Check the entries below for lines with "leave"; report only how many there are.

▬▬▬

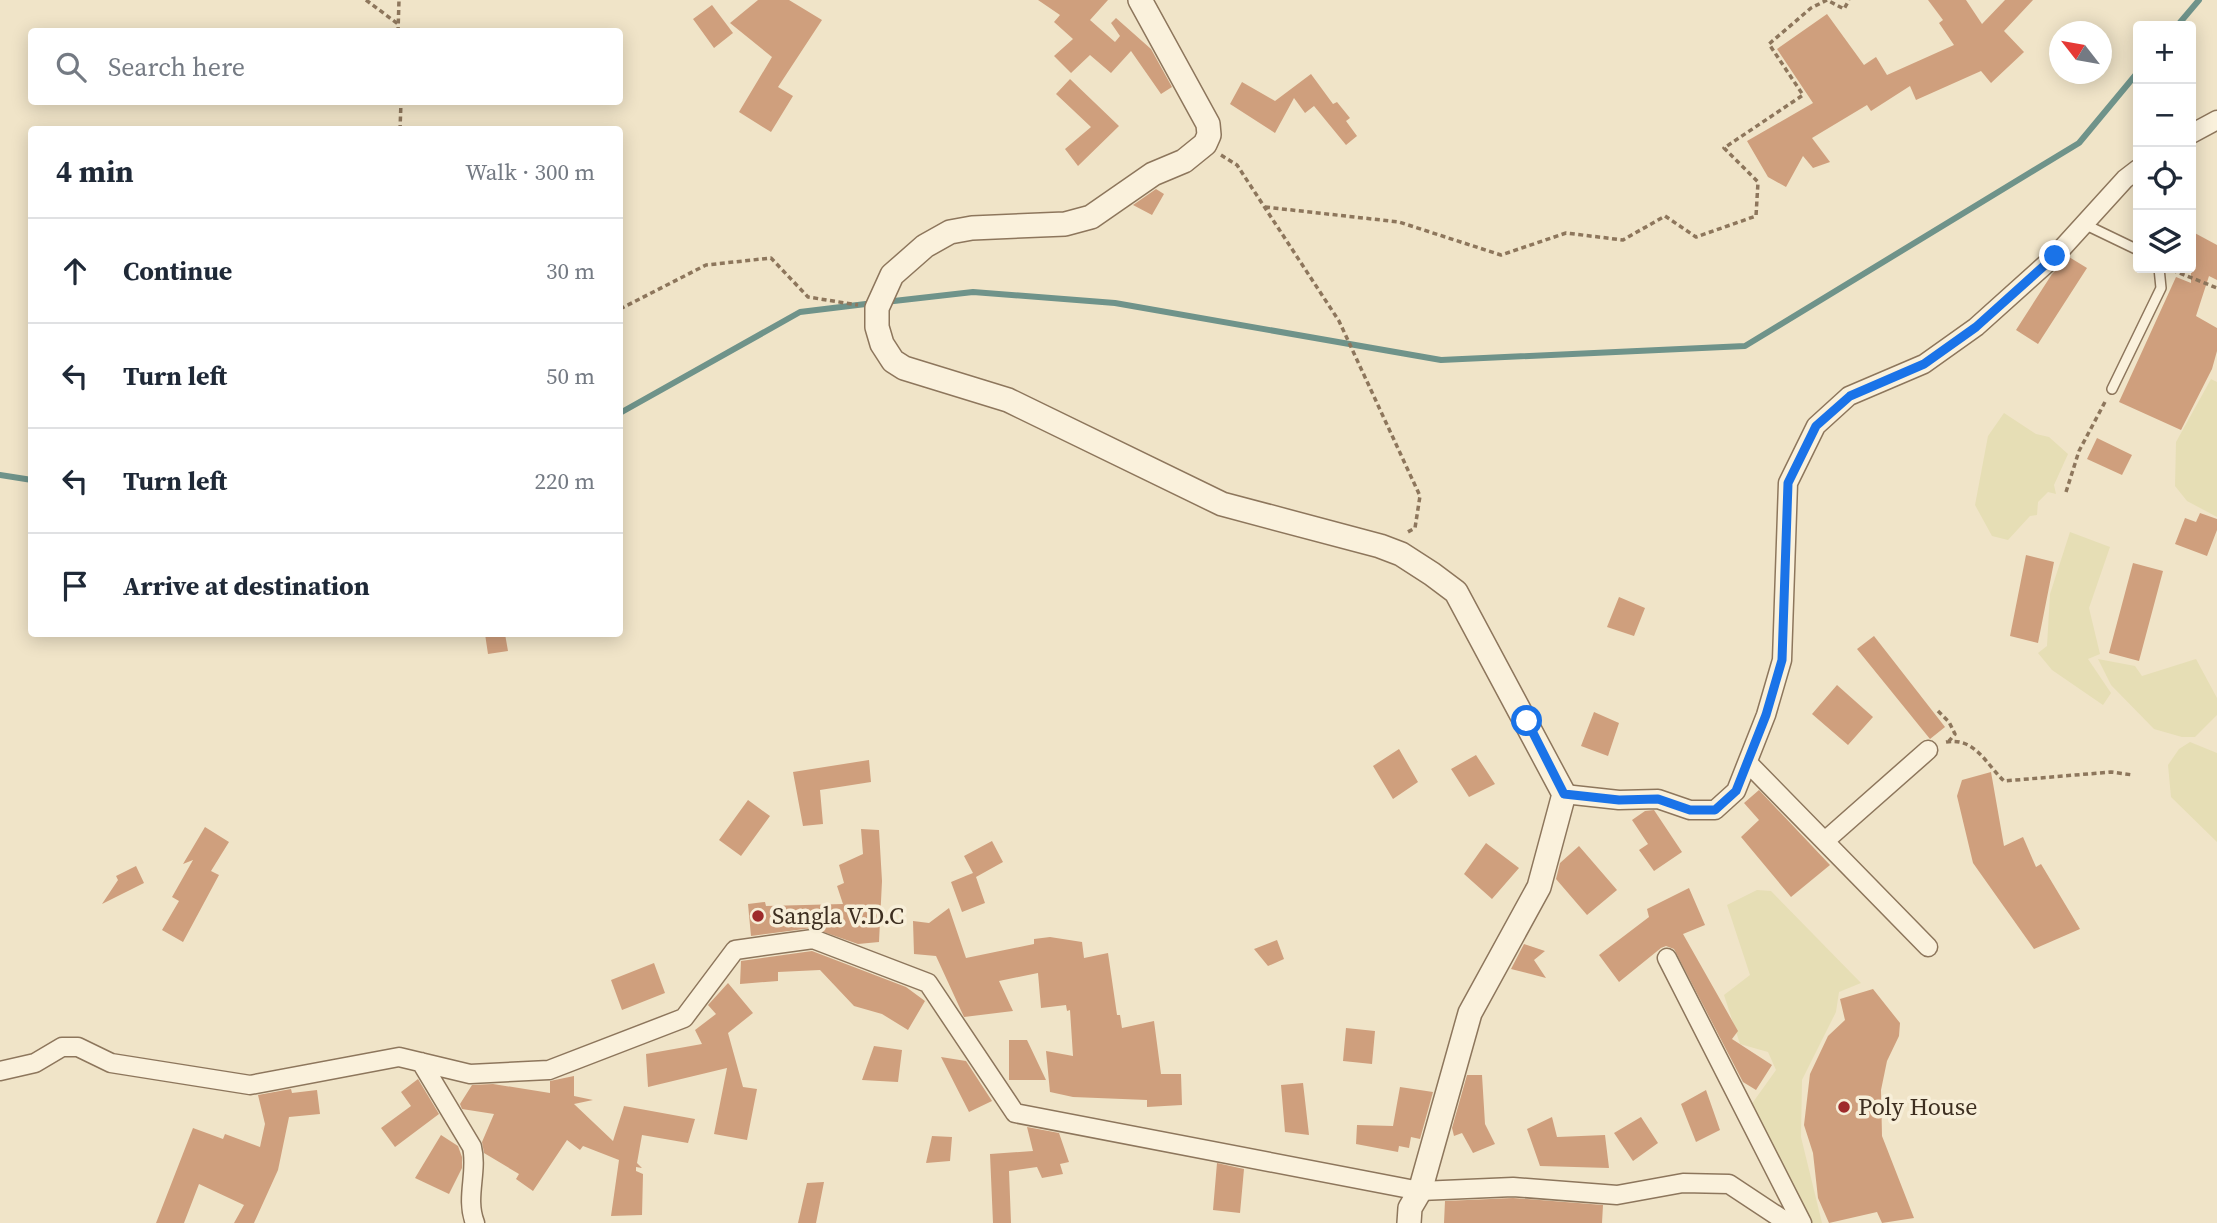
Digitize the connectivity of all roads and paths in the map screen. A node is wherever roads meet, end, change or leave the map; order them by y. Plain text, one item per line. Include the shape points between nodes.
1 (366, 0) edge
2 (400, 0) edge
3 (1140, 0) edge
4 (1849, 0) edge
5 (398, 24) junction
6 (398, 28) edge
7 (401, 105) edge
8 (2217, 120) edge
9 (400, 126) edge
10 (2196, 131) edge
11 (1205, 144) junction
12 (2133, 174) edge
13 (1265, 207) junction
14 (2084, 224) junction
15 (2133, 248) edge
16 (2161, 273) edge
17 (2184, 273) edge
18 (2217, 288) edge
19 (623, 307) edge
20 (877, 308) junction
21 (2112, 389) joint
22 (2066, 492) dead end
23 (1380, 547) junction
24 (1938, 711) dead end
25 (1949, 741) junction
26 (1928, 750) joint
27 (1748, 763) junction
28 (2133, 775) dead end
29 (1564, 794) junction
30 (1826, 840) junction
31 (1928, 947) dead end
32 (1667, 958) dead end
33 (421, 1062) junction
34 (0, 1071) edge
35 (1420, 1191) junction
36 (475, 1223) edge
37 (1409, 1223) edge
38 (1788, 1223) edge
39 (1802, 1223) edge

1 - 5 path
2 - 5 path
3 - 11 street via 1208,124
4 - 13 path via 1844,9 1827,0 1811,8 1769,44 1803,95 1724,148 1758,182 1756,216 1696,237 1665,216 1623,240 1566,233 1501,255 1399,222
5 - 6 path
7 - 9 path
8 - 10 street
11 - 13 path via 1237,165
11 - 20 street via 1091,217 1065,224 950,232 925,246 892,275
12 - 14 street
13 - 23 path via 1339,321 1420,496 1415,528
14 - 15 lane
14 - 27 street via 1976,327 1924,364 1850,396 1816,426 1788,483 1782,660
16 - 21 lane via 2161,288
17 - 18 path
19 - 20 path via 706,265 771,258 808,297
20 - 23 street via 882,344 892,362 904,368 1008,400 1222,504
21 - 22 path via 2078,451
23 - 29 street via 1401,554 1456,592
24 - 25 path via 1955,734
25 - 26 path
25 - 28 path via 1968,745 1983,755 2004,781 2112,772
26 - 30 street
27 - 29 street via 1736,791 1715,810 1690,810 1658,799
27 - 30 street
29 - 35 street via 1539,887 1469,1013
30 - 31 street
32 - 39 street
33 - 34 street via 398,1057 250,1085 111,1063 78,1047 62,1047 35,1063
33 - 35 street via 470,1074 550,1070 684,1018 735,950 813,939 928,983 1015,1113
33 - 36 street via 472,1147 470,1200
35 - 37 street via 1409,1212
35 - 38 street via 1513,1187 1617,1195 1683,1183 1729,1184

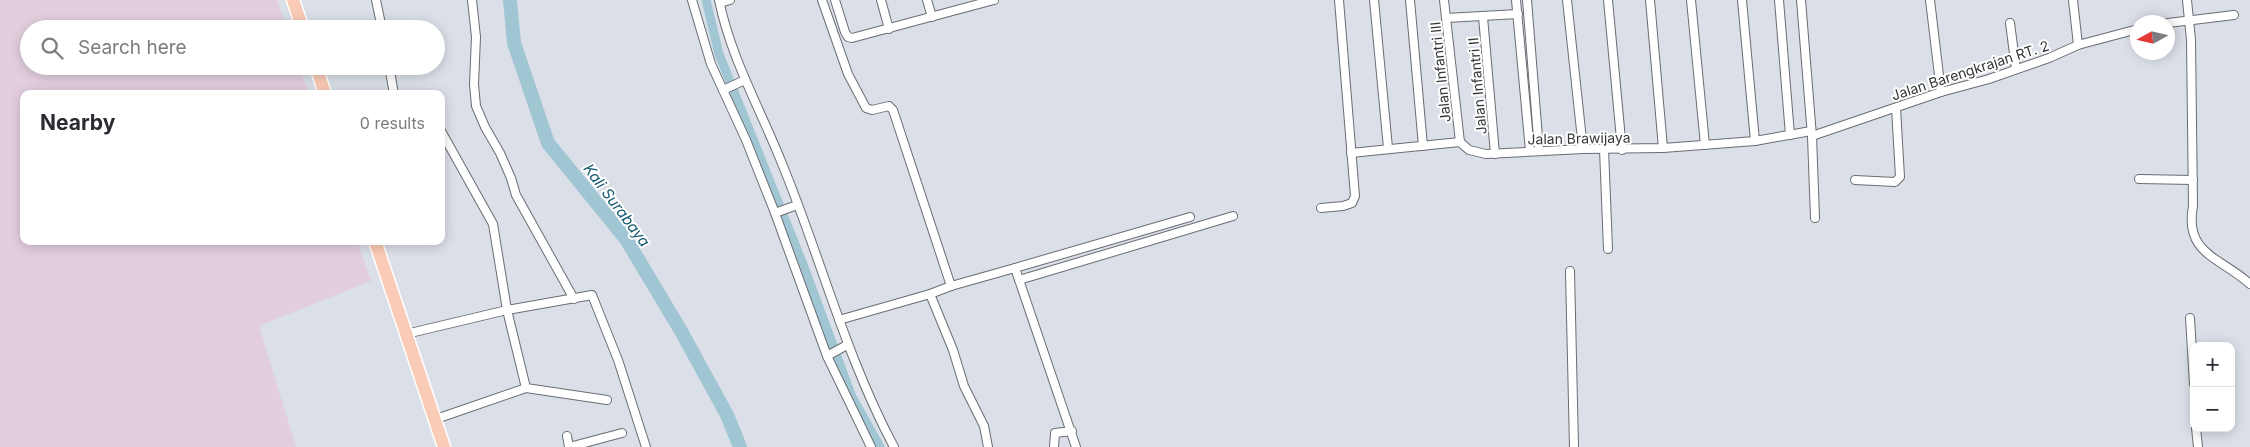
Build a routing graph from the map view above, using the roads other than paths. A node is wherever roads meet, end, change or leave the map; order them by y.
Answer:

▬▬▬

- _OUTPUT OF THE EXERCISE_: 2